→ Task objective
Copy out all of the records, exactly as they appear.

[Collected data entries]
++++++

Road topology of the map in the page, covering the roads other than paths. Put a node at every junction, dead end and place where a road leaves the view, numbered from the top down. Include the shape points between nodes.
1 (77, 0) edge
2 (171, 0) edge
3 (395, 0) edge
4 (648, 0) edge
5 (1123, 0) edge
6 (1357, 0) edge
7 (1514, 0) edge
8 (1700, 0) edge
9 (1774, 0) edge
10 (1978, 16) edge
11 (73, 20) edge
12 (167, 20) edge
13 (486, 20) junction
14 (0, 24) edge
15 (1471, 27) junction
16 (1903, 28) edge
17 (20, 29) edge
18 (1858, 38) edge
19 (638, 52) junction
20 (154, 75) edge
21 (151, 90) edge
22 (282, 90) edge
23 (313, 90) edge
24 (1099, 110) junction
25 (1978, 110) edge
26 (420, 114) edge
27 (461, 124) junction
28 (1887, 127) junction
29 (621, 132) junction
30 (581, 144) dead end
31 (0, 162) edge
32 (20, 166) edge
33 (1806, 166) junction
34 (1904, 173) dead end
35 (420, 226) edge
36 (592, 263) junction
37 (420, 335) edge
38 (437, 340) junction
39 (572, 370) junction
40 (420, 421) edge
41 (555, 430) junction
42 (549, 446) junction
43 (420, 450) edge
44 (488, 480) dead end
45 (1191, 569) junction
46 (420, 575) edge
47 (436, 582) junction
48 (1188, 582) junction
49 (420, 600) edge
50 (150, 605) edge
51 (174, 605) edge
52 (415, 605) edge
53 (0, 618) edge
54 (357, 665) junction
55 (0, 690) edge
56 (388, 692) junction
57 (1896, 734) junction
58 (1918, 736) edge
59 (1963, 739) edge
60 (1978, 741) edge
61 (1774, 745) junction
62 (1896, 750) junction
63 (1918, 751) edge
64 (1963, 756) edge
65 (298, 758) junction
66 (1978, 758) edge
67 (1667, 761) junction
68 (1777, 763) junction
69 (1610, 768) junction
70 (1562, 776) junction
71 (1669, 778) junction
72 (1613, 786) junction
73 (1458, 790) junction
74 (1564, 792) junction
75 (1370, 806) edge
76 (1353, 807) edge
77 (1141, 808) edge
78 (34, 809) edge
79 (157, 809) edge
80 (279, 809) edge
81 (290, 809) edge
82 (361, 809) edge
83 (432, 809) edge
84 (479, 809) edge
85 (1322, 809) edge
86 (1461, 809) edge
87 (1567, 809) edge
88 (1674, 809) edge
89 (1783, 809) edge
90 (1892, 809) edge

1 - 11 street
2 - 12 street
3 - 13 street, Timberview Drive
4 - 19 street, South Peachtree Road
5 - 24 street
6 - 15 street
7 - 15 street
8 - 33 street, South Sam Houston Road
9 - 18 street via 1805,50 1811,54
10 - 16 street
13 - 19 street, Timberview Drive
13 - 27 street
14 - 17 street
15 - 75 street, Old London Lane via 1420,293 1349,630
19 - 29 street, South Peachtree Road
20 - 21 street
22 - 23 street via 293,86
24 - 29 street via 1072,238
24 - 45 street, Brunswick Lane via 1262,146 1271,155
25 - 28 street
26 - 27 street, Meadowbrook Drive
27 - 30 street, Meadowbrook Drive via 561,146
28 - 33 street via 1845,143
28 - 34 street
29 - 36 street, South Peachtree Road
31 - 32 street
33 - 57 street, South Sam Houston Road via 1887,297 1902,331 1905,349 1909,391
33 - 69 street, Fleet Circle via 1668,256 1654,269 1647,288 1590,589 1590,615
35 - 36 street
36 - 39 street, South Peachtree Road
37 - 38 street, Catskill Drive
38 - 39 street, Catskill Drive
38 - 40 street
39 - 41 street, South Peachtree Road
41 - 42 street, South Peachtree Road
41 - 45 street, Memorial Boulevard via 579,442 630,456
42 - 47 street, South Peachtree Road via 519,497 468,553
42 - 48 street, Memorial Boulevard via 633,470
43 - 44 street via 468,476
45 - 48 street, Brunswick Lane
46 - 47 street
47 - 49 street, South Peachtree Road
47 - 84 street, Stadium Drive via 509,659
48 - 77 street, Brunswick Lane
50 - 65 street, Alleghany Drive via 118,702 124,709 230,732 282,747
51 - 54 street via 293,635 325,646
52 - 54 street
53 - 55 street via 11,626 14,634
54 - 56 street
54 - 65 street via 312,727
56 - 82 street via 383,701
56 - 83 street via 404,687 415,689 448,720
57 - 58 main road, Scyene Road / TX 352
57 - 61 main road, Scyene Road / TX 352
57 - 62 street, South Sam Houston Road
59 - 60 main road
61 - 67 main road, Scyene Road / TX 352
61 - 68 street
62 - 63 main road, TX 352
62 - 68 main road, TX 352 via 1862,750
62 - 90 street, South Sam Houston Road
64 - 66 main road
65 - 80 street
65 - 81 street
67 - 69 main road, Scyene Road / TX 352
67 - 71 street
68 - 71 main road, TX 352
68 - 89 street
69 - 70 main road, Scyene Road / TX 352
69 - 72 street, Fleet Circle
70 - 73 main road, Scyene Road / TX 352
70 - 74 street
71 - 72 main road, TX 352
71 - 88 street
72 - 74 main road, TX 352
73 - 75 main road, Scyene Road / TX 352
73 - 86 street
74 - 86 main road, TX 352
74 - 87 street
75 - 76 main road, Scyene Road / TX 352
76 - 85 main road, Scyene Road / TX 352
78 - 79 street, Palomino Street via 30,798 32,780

++++++

→ Answer to the problem
Road topology of the map in the page, covering the roads other than paths. Put a node at every junction, dead end and place where a road leaves the view, numbered from the top down. Include the shape points between nodes.
1 (77, 0) edge
2 (171, 0) edge
3 (395, 0) edge
4 (648, 0) edge
5 (1123, 0) edge
6 (1357, 0) edge
7 (1514, 0) edge
8 (1700, 0) edge
9 (1774, 0) edge
10 (1978, 16) edge
11 (73, 20) edge
12 (167, 20) edge
13 (486, 20) junction
14 (0, 24) edge
15 (1471, 27) junction
16 (1903, 28) edge
17 (20, 29) edge
18 (1858, 38) edge
19 (638, 52) junction
20 (154, 75) edge
21 (151, 90) edge
22 (282, 90) edge
23 (313, 90) edge
24 (1099, 110) junction
25 (1978, 110) edge
26 (420, 114) edge
27 (461, 124) junction
28 (1887, 127) junction
29 (621, 132) junction
30 (581, 144) dead end
31 (0, 162) edge
32 (20, 166) edge
33 (1806, 166) junction
34 (1904, 173) dead end
35 (420, 226) edge
36 (592, 263) junction
37 (420, 335) edge
38 (437, 340) junction
39 (572, 370) junction
40 (420, 421) edge
41 (555, 430) junction
42 (549, 446) junction
43 (420, 450) edge
44 (488, 480) dead end
45 (1191, 569) junction
46 (420, 575) edge
47 (436, 582) junction
48 (1188, 582) junction
49 (420, 600) edge
50 (150, 605) edge
51 (174, 605) edge
52 (415, 605) edge
53 (0, 618) edge
54 (357, 665) junction
55 (0, 690) edge
56 (388, 692) junction
57 (1896, 734) junction
58 (1918, 736) edge
59 (1963, 739) edge
60 (1978, 741) edge
61 (1774, 745) junction
62 (1896, 750) junction
63 (1918, 751) edge
64 (1963, 756) edge
65 (298, 758) junction
66 (1978, 758) edge
67 (1667, 761) junction
68 (1777, 763) junction
69 (1610, 768) junction
70 (1562, 776) junction
71 (1669, 778) junction
72 (1613, 786) junction
73 (1458, 790) junction
74 (1564, 792) junction
75 (1370, 806) edge
76 (1353, 807) edge
77 (1141, 808) edge
78 (34, 809) edge
79 (157, 809) edge
80 (279, 809) edge
81 (290, 809) edge
82 (361, 809) edge
83 (432, 809) edge
84 (479, 809) edge
85 (1322, 809) edge
86 (1461, 809) edge
87 (1567, 809) edge
88 (1674, 809) edge
89 (1783, 809) edge
90 (1892, 809) edge

1 - 11 street
2 - 12 street
3 - 13 street, Timberview Drive
4 - 19 street, South Peachtree Road
5 - 24 street
6 - 15 street
7 - 15 street
8 - 33 street, South Sam Houston Road
9 - 18 street via 1805,50 1811,54
10 - 16 street
13 - 19 street, Timberview Drive
13 - 27 street
14 - 17 street
15 - 75 street, Old London Lane via 1420,293 1349,630
19 - 29 street, South Peachtree Road
20 - 21 street
22 - 23 street via 293,86
24 - 29 street via 1072,238
24 - 45 street, Brunswick Lane via 1262,146 1271,155
25 - 28 street
26 - 27 street, Meadowbrook Drive
27 - 30 street, Meadowbrook Drive via 561,146
28 - 33 street via 1845,143
28 - 34 street
29 - 36 street, South Peachtree Road
31 - 32 street
33 - 57 street, South Sam Houston Road via 1887,297 1902,331 1905,349 1909,391
33 - 69 street, Fleet Circle via 1668,256 1654,269 1647,288 1590,589 1590,615
35 - 36 street
36 - 39 street, South Peachtree Road
37 - 38 street, Catskill Drive
38 - 39 street, Catskill Drive
38 - 40 street
39 - 41 street, South Peachtree Road
41 - 42 street, South Peachtree Road
41 - 45 street, Memorial Boulevard via 579,442 630,456
42 - 47 street, South Peachtree Road via 519,497 468,553
42 - 48 street, Memorial Boulevard via 633,470
43 - 44 street via 468,476
45 - 48 street, Brunswick Lane
46 - 47 street
47 - 49 street, South Peachtree Road
47 - 84 street, Stadium Drive via 509,659
48 - 77 street, Brunswick Lane
50 - 65 street, Alleghany Drive via 118,702 124,709 230,732 282,747
51 - 54 street via 293,635 325,646
52 - 54 street
53 - 55 street via 11,626 14,634
54 - 56 street
54 - 65 street via 312,727
56 - 82 street via 383,701
56 - 83 street via 404,687 415,689 448,720
57 - 58 main road, Scyene Road / TX 352
57 - 61 main road, Scyene Road / TX 352
57 - 62 street, South Sam Houston Road
59 - 60 main road
61 - 67 main road, Scyene Road / TX 352
61 - 68 street
62 - 63 main road, TX 352
62 - 68 main road, TX 352 via 1862,750
62 - 90 street, South Sam Houston Road
64 - 66 main road
65 - 80 street
65 - 81 street
67 - 69 main road, Scyene Road / TX 352
67 - 71 street
68 - 71 main road, TX 352
68 - 89 street
69 - 70 main road, Scyene Road / TX 352
69 - 72 street, Fleet Circle
70 - 73 main road, Scyene Road / TX 352
70 - 74 street
71 - 72 main road, TX 352
71 - 88 street
72 - 74 main road, TX 352
73 - 75 main road, Scyene Road / TX 352
73 - 86 street
74 - 86 main road, TX 352
74 - 87 street
75 - 76 main road, Scyene Road / TX 352
76 - 85 main road, Scyene Road / TX 352
78 - 79 street, Palomino Street via 30,798 32,780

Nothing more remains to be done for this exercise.